» GIVEN RECORDS:

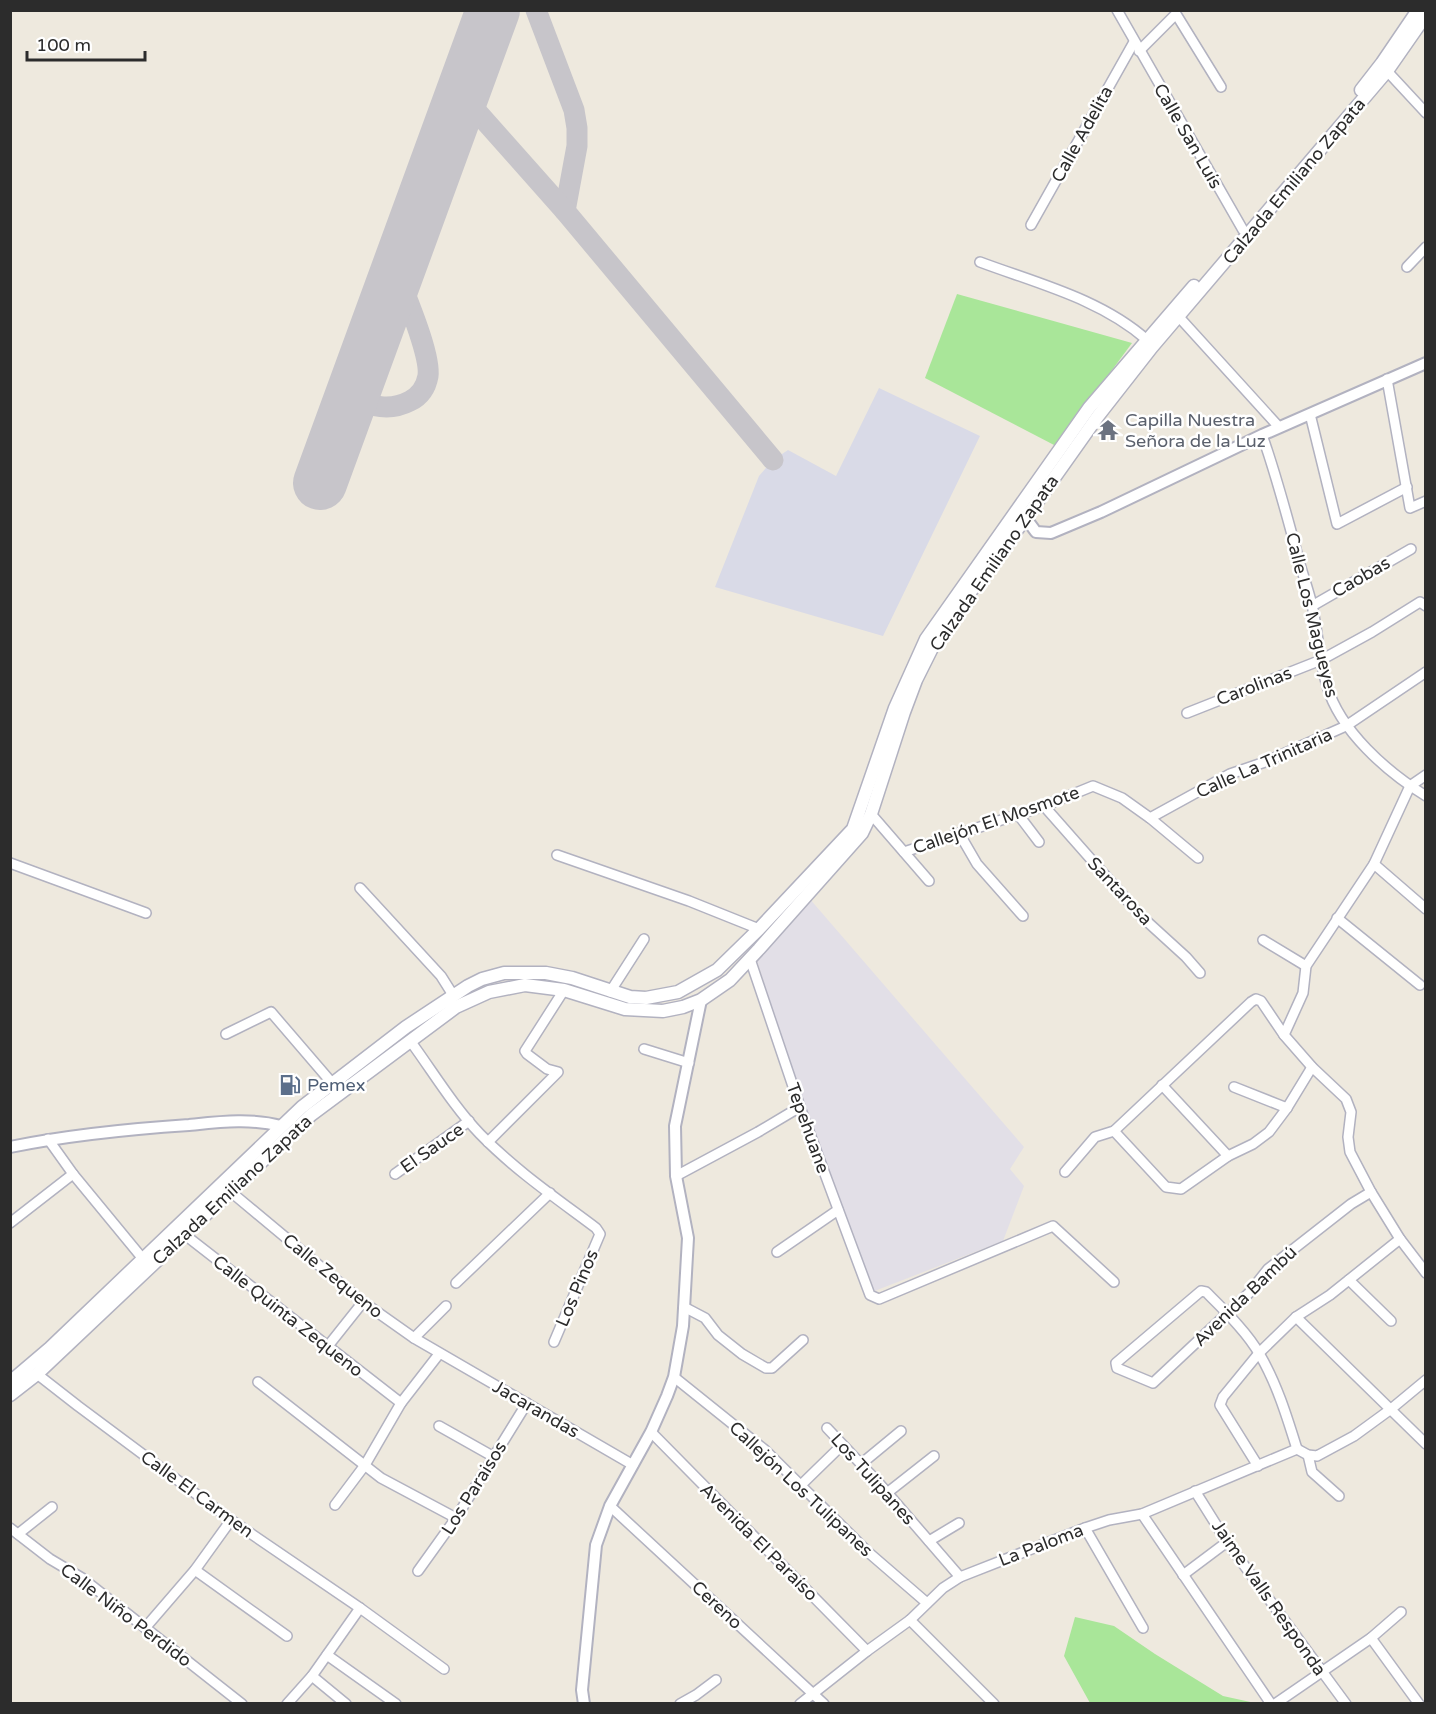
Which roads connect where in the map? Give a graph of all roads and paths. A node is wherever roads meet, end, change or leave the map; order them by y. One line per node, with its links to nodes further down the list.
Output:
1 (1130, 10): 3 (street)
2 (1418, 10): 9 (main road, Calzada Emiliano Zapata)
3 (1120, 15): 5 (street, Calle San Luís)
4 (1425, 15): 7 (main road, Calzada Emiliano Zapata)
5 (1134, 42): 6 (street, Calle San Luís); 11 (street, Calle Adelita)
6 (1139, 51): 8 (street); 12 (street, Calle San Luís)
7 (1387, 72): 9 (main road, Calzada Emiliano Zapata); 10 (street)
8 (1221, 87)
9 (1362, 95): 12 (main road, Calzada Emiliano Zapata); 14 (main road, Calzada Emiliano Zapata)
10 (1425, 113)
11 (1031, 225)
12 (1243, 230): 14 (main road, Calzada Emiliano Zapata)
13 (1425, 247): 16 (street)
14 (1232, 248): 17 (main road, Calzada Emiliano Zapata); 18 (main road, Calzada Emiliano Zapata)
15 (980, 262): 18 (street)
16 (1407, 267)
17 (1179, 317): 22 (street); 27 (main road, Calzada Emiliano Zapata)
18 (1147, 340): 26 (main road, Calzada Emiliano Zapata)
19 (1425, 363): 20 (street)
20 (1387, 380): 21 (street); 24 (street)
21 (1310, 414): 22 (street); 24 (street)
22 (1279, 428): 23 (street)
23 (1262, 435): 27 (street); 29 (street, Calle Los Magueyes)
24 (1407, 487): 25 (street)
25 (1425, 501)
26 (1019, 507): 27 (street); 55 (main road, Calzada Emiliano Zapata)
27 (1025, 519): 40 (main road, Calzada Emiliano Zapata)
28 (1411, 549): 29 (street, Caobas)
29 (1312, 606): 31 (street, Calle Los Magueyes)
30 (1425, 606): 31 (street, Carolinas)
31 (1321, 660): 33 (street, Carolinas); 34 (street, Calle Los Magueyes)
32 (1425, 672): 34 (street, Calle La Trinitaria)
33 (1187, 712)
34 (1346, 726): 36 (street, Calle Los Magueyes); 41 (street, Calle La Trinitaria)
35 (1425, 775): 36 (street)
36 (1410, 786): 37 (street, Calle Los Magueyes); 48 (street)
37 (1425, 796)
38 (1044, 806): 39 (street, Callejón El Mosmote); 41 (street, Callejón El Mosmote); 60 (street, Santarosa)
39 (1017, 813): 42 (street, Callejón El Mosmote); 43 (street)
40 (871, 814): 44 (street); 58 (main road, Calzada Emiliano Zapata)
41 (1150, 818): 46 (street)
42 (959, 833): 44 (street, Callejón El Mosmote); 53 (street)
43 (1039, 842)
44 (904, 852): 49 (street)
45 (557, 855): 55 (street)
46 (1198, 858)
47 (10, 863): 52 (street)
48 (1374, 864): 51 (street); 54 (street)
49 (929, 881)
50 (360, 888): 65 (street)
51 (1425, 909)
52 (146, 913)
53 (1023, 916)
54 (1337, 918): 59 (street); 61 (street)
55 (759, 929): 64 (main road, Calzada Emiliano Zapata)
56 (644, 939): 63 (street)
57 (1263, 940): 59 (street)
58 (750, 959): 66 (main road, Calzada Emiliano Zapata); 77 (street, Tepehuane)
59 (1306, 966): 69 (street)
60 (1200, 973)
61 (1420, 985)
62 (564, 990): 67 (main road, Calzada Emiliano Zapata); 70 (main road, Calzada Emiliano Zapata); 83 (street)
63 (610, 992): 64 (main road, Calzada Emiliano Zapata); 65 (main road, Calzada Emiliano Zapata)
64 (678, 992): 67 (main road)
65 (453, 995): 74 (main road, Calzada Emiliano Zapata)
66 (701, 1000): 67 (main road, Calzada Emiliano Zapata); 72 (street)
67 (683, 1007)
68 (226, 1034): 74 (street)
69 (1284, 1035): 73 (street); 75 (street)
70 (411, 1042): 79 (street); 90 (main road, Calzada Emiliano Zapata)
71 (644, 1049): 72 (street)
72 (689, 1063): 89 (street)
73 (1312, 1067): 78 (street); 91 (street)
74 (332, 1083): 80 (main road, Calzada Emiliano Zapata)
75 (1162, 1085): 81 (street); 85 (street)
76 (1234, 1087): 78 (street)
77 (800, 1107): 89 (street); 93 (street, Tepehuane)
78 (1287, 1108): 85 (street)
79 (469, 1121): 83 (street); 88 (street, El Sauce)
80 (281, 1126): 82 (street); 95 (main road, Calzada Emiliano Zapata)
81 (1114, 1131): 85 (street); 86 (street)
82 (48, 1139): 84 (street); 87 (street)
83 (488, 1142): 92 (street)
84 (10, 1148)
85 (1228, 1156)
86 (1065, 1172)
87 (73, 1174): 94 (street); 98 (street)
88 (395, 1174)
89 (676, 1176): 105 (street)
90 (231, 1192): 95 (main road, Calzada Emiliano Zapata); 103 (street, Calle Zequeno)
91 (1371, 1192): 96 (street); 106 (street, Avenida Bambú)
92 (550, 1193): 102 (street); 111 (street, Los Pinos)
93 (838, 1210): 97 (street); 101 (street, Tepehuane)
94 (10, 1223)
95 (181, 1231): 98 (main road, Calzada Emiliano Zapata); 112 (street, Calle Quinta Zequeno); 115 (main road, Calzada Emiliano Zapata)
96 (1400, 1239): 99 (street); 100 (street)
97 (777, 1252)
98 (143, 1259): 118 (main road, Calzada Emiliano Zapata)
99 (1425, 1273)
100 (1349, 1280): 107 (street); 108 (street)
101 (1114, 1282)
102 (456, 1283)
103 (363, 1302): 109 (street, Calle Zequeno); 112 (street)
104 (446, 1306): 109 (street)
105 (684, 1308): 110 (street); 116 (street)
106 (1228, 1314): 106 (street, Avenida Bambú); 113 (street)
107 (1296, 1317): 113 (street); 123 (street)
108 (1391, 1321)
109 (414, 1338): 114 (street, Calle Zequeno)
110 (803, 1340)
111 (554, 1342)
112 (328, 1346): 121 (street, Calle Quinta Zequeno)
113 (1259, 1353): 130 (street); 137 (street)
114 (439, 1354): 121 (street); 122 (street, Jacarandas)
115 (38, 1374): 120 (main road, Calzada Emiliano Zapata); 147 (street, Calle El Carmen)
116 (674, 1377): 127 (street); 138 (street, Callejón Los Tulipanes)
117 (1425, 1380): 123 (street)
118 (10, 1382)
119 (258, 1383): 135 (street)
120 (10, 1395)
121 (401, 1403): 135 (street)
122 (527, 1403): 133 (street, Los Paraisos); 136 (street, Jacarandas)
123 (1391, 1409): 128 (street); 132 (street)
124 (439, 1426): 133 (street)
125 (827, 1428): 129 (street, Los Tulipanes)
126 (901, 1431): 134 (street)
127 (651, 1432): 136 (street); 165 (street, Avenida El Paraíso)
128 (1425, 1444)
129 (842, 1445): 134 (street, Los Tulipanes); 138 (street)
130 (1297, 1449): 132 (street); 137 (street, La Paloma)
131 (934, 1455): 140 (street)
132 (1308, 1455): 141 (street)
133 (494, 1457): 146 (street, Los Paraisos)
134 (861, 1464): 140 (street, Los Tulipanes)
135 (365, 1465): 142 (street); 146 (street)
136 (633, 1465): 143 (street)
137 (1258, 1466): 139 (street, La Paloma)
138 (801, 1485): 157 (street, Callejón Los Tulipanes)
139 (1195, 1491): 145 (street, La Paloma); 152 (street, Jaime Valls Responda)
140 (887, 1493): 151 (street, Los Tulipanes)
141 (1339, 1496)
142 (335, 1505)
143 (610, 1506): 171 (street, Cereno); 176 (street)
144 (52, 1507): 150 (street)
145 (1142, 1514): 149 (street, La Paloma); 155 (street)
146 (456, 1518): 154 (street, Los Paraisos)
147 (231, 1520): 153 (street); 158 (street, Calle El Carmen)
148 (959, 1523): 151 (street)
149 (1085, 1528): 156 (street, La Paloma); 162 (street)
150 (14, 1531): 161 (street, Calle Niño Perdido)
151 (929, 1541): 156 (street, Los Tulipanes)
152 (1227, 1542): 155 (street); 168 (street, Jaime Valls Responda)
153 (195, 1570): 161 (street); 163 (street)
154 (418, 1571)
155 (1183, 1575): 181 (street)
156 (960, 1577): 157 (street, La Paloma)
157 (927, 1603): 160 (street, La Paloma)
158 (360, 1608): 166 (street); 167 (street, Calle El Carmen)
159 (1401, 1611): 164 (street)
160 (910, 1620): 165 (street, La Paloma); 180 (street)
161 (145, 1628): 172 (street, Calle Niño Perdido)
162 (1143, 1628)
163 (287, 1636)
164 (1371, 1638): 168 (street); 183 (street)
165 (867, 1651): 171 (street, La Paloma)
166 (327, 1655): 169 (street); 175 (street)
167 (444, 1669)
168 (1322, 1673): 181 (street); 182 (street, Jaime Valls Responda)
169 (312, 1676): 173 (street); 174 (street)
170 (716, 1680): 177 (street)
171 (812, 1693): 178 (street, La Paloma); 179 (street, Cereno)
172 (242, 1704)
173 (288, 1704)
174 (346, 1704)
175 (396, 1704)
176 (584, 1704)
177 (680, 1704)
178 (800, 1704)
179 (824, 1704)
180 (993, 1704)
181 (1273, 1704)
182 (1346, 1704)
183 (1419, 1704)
* * *
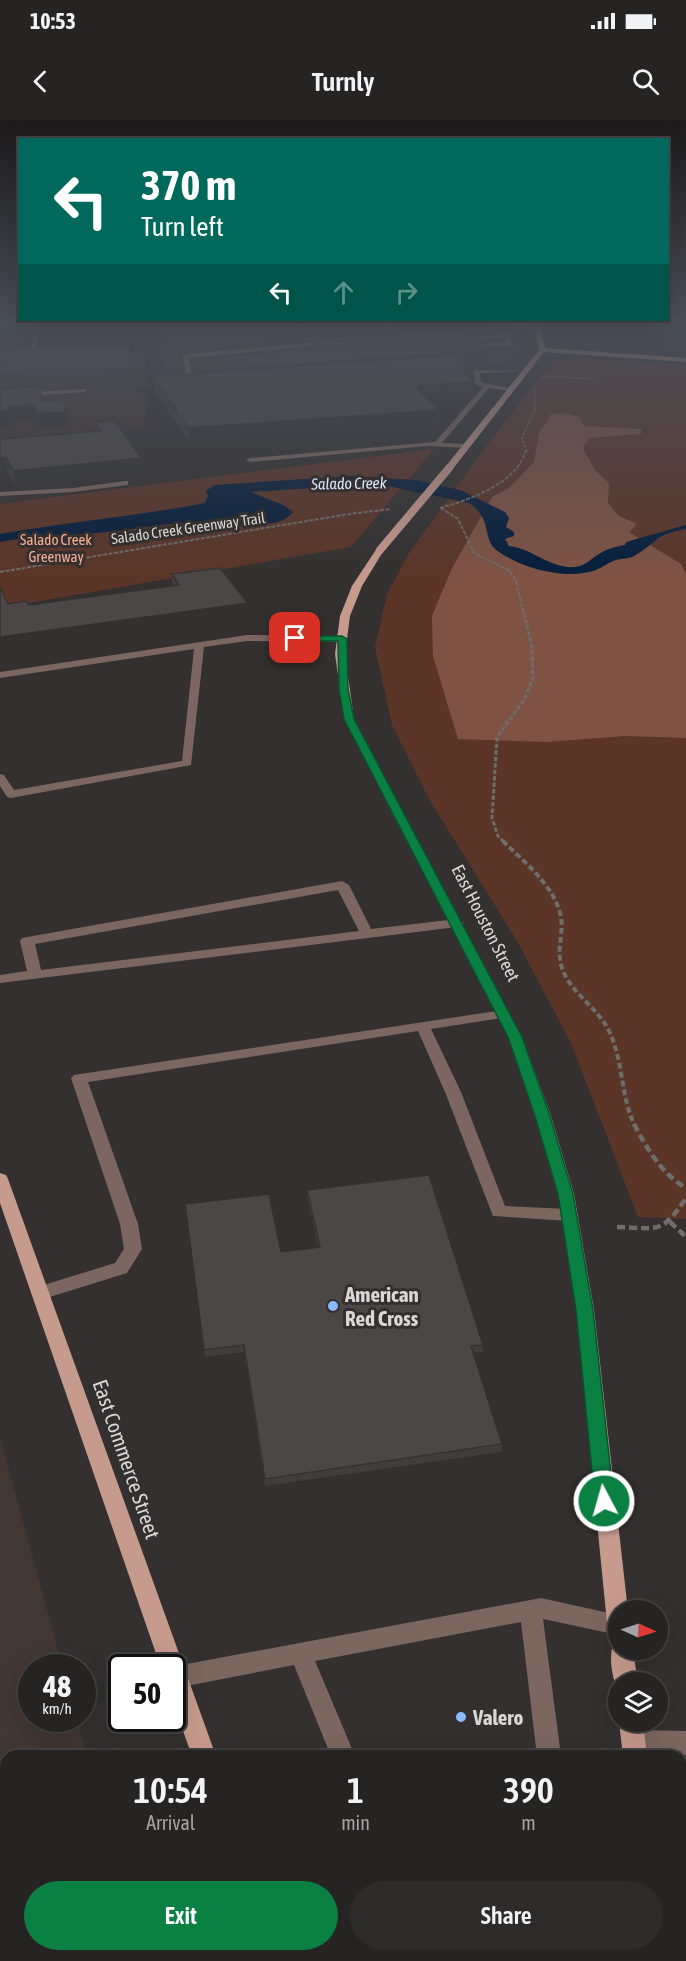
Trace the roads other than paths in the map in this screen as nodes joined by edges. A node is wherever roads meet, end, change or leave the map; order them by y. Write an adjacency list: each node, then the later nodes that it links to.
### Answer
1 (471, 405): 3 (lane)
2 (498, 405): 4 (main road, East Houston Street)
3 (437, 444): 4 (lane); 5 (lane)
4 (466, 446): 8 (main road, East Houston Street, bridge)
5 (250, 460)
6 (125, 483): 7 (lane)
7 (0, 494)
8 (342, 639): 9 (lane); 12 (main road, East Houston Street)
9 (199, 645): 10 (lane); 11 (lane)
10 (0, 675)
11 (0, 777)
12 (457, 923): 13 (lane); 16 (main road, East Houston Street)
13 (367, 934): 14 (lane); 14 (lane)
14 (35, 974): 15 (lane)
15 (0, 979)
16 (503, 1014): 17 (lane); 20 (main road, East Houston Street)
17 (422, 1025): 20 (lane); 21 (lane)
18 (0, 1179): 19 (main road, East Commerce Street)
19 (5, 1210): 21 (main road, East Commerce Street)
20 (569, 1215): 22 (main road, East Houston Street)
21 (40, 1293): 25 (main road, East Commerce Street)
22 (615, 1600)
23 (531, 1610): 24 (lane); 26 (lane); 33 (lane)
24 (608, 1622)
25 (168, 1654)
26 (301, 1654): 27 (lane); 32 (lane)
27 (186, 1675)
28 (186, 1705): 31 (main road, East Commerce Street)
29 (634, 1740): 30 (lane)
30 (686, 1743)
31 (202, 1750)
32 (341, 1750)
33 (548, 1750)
* * *
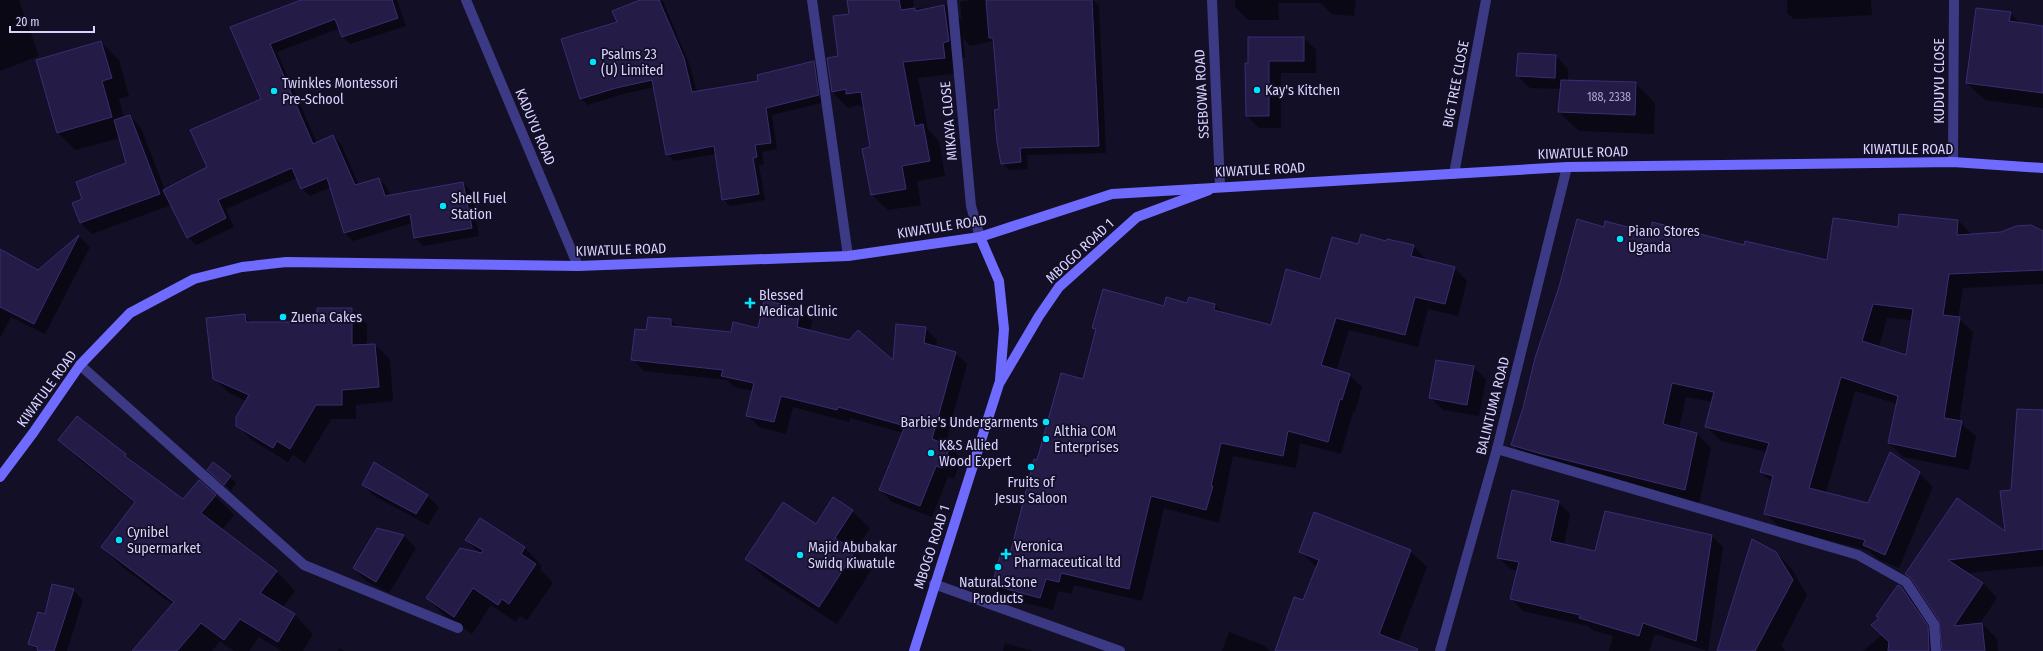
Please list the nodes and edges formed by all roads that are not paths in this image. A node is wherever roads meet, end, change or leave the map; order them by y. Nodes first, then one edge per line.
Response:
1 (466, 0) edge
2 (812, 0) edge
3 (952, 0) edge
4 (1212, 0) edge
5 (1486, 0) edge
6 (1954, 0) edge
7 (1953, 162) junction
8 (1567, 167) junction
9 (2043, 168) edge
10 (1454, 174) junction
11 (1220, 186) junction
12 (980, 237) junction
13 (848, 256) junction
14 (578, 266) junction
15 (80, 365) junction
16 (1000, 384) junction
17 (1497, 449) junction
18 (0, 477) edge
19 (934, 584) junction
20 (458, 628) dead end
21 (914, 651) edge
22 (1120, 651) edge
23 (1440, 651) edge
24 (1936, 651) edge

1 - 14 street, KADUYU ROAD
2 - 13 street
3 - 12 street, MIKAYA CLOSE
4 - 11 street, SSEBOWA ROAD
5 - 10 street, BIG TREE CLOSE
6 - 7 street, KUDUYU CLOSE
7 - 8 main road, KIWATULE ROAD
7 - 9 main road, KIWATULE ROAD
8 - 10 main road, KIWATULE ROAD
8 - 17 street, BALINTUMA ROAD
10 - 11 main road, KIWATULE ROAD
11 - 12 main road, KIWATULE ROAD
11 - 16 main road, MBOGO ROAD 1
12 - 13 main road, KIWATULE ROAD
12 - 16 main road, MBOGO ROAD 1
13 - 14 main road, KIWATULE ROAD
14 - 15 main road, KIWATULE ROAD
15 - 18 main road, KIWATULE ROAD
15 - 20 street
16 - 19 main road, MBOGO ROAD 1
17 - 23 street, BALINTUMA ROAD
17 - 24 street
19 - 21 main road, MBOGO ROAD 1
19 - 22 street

» WHAT YOU WILL DO:
Identify each line in the records above that contains the word "leave", and copy it out in full.

» WRITTEN REPLY:
Which roads connect where in the map? Give a graph of all roads and paths. A node is wherever roads meet, end, change or leave the map; order them by y. One line per node, with its links to nodes further down the list.
Trace the roads other than paths in the map in this screen as nodes joined by edges. A node is wherever roads meet, end, change or leave the map; order them by y. Write an adjacency list: each node, then the later nodes that it links to.
Please list the nodes and edges formed by all roads that are not paths in this image. A node is wherever roads meet, end, change or leave the map; order them by y. Nodes first, then one edge per line.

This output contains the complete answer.